Source records below:

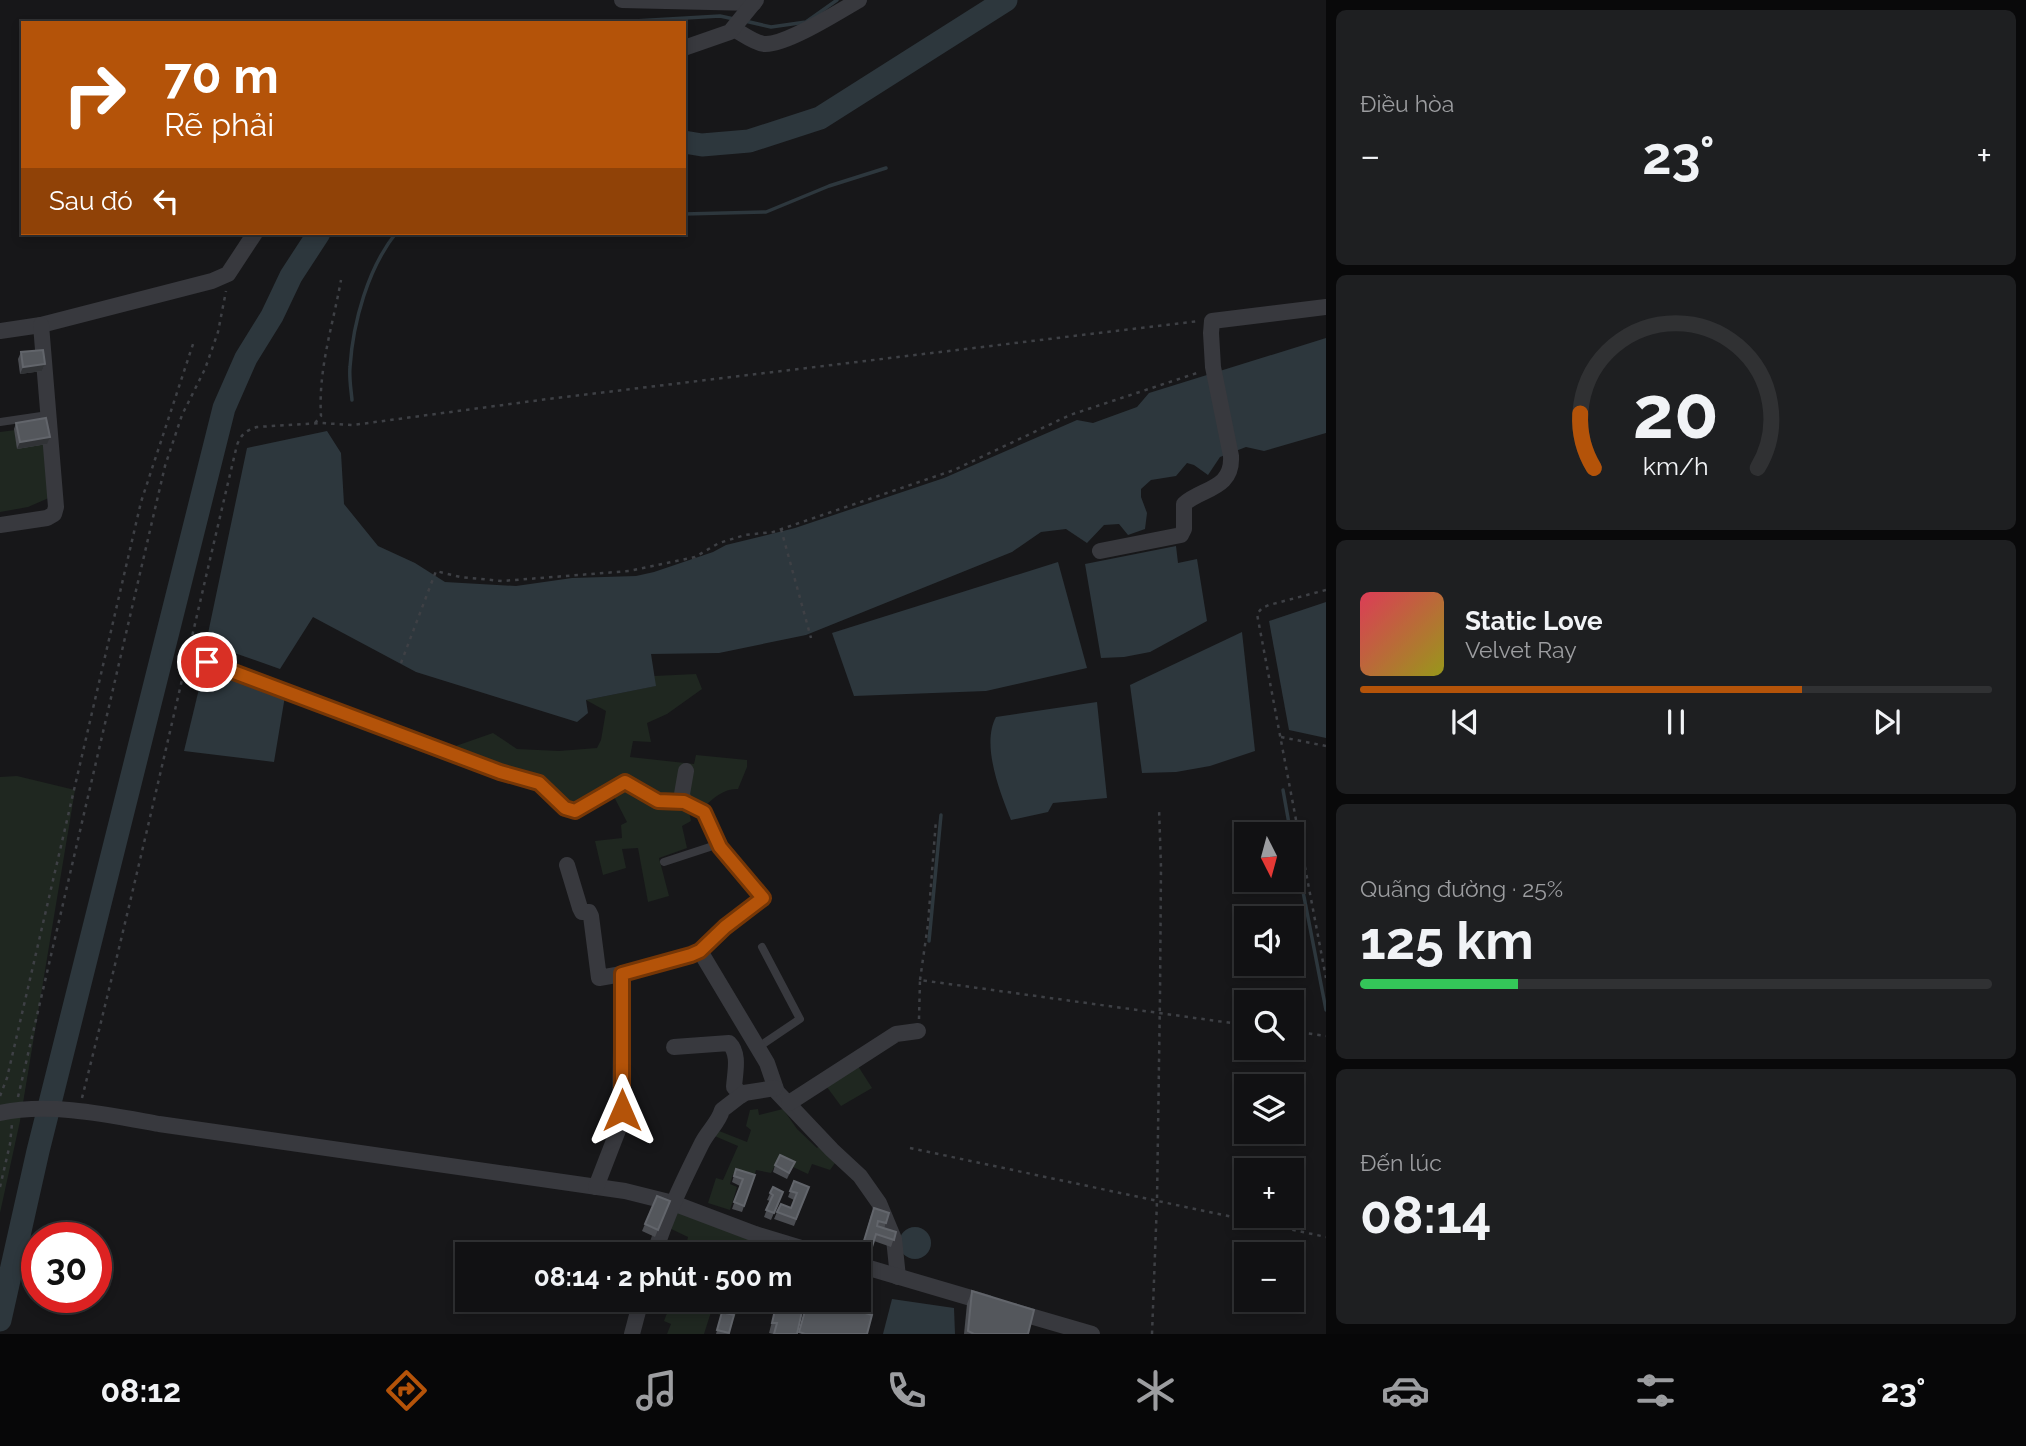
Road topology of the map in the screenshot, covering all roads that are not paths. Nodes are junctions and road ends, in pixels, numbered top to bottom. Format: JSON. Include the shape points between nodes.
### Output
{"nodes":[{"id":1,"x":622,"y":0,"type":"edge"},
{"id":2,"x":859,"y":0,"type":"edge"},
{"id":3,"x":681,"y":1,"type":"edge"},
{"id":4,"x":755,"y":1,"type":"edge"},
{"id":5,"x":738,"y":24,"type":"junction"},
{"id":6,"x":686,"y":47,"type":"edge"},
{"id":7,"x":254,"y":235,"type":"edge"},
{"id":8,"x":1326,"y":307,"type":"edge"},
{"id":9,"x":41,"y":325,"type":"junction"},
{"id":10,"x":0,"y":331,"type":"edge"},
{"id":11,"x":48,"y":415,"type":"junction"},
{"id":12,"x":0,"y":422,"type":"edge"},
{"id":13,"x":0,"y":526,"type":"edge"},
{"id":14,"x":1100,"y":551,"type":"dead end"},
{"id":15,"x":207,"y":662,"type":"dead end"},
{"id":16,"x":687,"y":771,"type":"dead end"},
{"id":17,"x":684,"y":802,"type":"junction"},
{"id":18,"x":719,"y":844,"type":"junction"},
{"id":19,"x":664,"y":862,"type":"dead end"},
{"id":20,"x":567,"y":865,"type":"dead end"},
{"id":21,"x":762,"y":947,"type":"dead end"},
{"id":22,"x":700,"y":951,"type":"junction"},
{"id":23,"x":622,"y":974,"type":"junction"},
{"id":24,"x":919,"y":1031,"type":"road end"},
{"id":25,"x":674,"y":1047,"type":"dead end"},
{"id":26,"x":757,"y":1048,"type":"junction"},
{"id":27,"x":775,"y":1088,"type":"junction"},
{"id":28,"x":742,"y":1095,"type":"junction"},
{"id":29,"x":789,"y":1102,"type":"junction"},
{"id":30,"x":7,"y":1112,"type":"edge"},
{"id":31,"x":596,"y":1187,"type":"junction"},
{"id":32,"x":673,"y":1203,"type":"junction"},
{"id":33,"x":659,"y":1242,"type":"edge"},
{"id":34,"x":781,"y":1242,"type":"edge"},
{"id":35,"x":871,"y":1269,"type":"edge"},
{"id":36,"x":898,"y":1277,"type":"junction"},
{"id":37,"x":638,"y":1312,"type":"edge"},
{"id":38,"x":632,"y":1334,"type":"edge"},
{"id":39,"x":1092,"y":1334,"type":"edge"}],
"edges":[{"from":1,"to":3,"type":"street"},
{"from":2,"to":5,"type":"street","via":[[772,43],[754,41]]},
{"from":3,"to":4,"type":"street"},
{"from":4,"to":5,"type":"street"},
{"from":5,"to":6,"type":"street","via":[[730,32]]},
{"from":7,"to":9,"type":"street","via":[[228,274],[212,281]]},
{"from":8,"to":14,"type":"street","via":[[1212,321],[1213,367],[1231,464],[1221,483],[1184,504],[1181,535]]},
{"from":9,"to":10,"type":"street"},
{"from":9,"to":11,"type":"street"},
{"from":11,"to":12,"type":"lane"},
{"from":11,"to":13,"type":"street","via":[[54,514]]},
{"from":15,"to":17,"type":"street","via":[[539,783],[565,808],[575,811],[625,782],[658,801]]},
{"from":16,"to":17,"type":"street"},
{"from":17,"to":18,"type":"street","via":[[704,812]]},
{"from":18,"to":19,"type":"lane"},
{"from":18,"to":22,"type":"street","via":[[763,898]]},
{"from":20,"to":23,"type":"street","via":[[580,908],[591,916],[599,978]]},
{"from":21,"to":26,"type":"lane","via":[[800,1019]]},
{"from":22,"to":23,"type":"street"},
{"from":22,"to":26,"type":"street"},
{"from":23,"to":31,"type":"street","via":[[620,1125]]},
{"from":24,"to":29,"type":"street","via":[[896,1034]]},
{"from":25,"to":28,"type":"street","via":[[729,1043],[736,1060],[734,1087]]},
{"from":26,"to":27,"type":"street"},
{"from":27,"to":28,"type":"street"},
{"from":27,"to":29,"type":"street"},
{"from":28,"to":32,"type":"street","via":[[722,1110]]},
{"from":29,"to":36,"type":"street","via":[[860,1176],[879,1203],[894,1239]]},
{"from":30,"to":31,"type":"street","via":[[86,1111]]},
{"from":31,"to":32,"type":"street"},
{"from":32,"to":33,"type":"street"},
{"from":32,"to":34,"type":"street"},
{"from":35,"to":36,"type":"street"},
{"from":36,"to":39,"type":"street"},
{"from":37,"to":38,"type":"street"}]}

End of Source records.

▸ Directions
Please reproduce the records above exactly and leave any picture behind.

▸ Task response
Road topology of the map in the screenshot, covering all roads that are not paths. Nodes are junctions and road ends, in pixels, numbered top to bottom. Format: JSON. Include the shape points between nodes.
### Output
{"nodes":[{"id":1,"x":622,"y":0,"type":"edge"},
{"id":2,"x":859,"y":0,"type":"edge"},
{"id":3,"x":681,"y":1,"type":"edge"},
{"id":4,"x":755,"y":1,"type":"edge"},
{"id":5,"x":738,"y":24,"type":"junction"},
{"id":6,"x":686,"y":47,"type":"edge"},
{"id":7,"x":254,"y":235,"type":"edge"},
{"id":8,"x":1326,"y":307,"type":"edge"},
{"id":9,"x":41,"y":325,"type":"junction"},
{"id":10,"x":0,"y":331,"type":"edge"},
{"id":11,"x":48,"y":415,"type":"junction"},
{"id":12,"x":0,"y":422,"type":"edge"},
{"id":13,"x":0,"y":526,"type":"edge"},
{"id":14,"x":1100,"y":551,"type":"dead end"},
{"id":15,"x":207,"y":662,"type":"dead end"},
{"id":16,"x":687,"y":771,"type":"dead end"},
{"id":17,"x":684,"y":802,"type":"junction"},
{"id":18,"x":719,"y":844,"type":"junction"},
{"id":19,"x":664,"y":862,"type":"dead end"},
{"id":20,"x":567,"y":865,"type":"dead end"},
{"id":21,"x":762,"y":947,"type":"dead end"},
{"id":22,"x":700,"y":951,"type":"junction"},
{"id":23,"x":622,"y":974,"type":"junction"},
{"id":24,"x":919,"y":1031,"type":"road end"},
{"id":25,"x":674,"y":1047,"type":"dead end"},
{"id":26,"x":757,"y":1048,"type":"junction"},
{"id":27,"x":775,"y":1088,"type":"junction"},
{"id":28,"x":742,"y":1095,"type":"junction"},
{"id":29,"x":789,"y":1102,"type":"junction"},
{"id":30,"x":7,"y":1112,"type":"edge"},
{"id":31,"x":596,"y":1187,"type":"junction"},
{"id":32,"x":673,"y":1203,"type":"junction"},
{"id":33,"x":659,"y":1242,"type":"edge"},
{"id":34,"x":781,"y":1242,"type":"edge"},
{"id":35,"x":871,"y":1269,"type":"edge"},
{"id":36,"x":898,"y":1277,"type":"junction"},
{"id":37,"x":638,"y":1312,"type":"edge"},
{"id":38,"x":632,"y":1334,"type":"edge"},
{"id":39,"x":1092,"y":1334,"type":"edge"}],
"edges":[{"from":1,"to":3,"type":"street"},
{"from":2,"to":5,"type":"street","via":[[772,43],[754,41]]},
{"from":3,"to":4,"type":"street"},
{"from":4,"to":5,"type":"street"},
{"from":5,"to":6,"type":"street","via":[[730,32]]},
{"from":7,"to":9,"type":"street","via":[[228,274],[212,281]]},
{"from":8,"to":14,"type":"street","via":[[1212,321],[1213,367],[1231,464],[1221,483],[1184,504],[1181,535]]},
{"from":9,"to":10,"type":"street"},
{"from":9,"to":11,"type":"street"},
{"from":11,"to":12,"type":"lane"},
{"from":11,"to":13,"type":"street","via":[[54,514]]},
{"from":15,"to":17,"type":"street","via":[[539,783],[565,808],[575,811],[625,782],[658,801]]},
{"from":16,"to":17,"type":"street"},
{"from":17,"to":18,"type":"street","via":[[704,812]]},
{"from":18,"to":19,"type":"lane"},
{"from":18,"to":22,"type":"street","via":[[763,898]]},
{"from":20,"to":23,"type":"street","via":[[580,908],[591,916],[599,978]]},
{"from":21,"to":26,"type":"lane","via":[[800,1019]]},
{"from":22,"to":23,"type":"street"},
{"from":22,"to":26,"type":"street"},
{"from":23,"to":31,"type":"street","via":[[620,1125]]},
{"from":24,"to":29,"type":"street","via":[[896,1034]]},
{"from":25,"to":28,"type":"street","via":[[729,1043],[736,1060],[734,1087]]},
{"from":26,"to":27,"type":"street"},
{"from":27,"to":28,"type":"street"},
{"from":27,"to":29,"type":"street"},
{"from":28,"to":32,"type":"street","via":[[722,1110]]},
{"from":29,"to":36,"type":"street","via":[[860,1176],[879,1203],[894,1239]]},
{"from":30,"to":31,"type":"street","via":[[86,1111]]},
{"from":31,"to":32,"type":"street"},
{"from":32,"to":33,"type":"street"},
{"from":32,"to":34,"type":"street"},
{"from":35,"to":36,"type":"street"},
{"from":36,"to":39,"type":"street"},
{"from":37,"to":38,"type":"street"}]}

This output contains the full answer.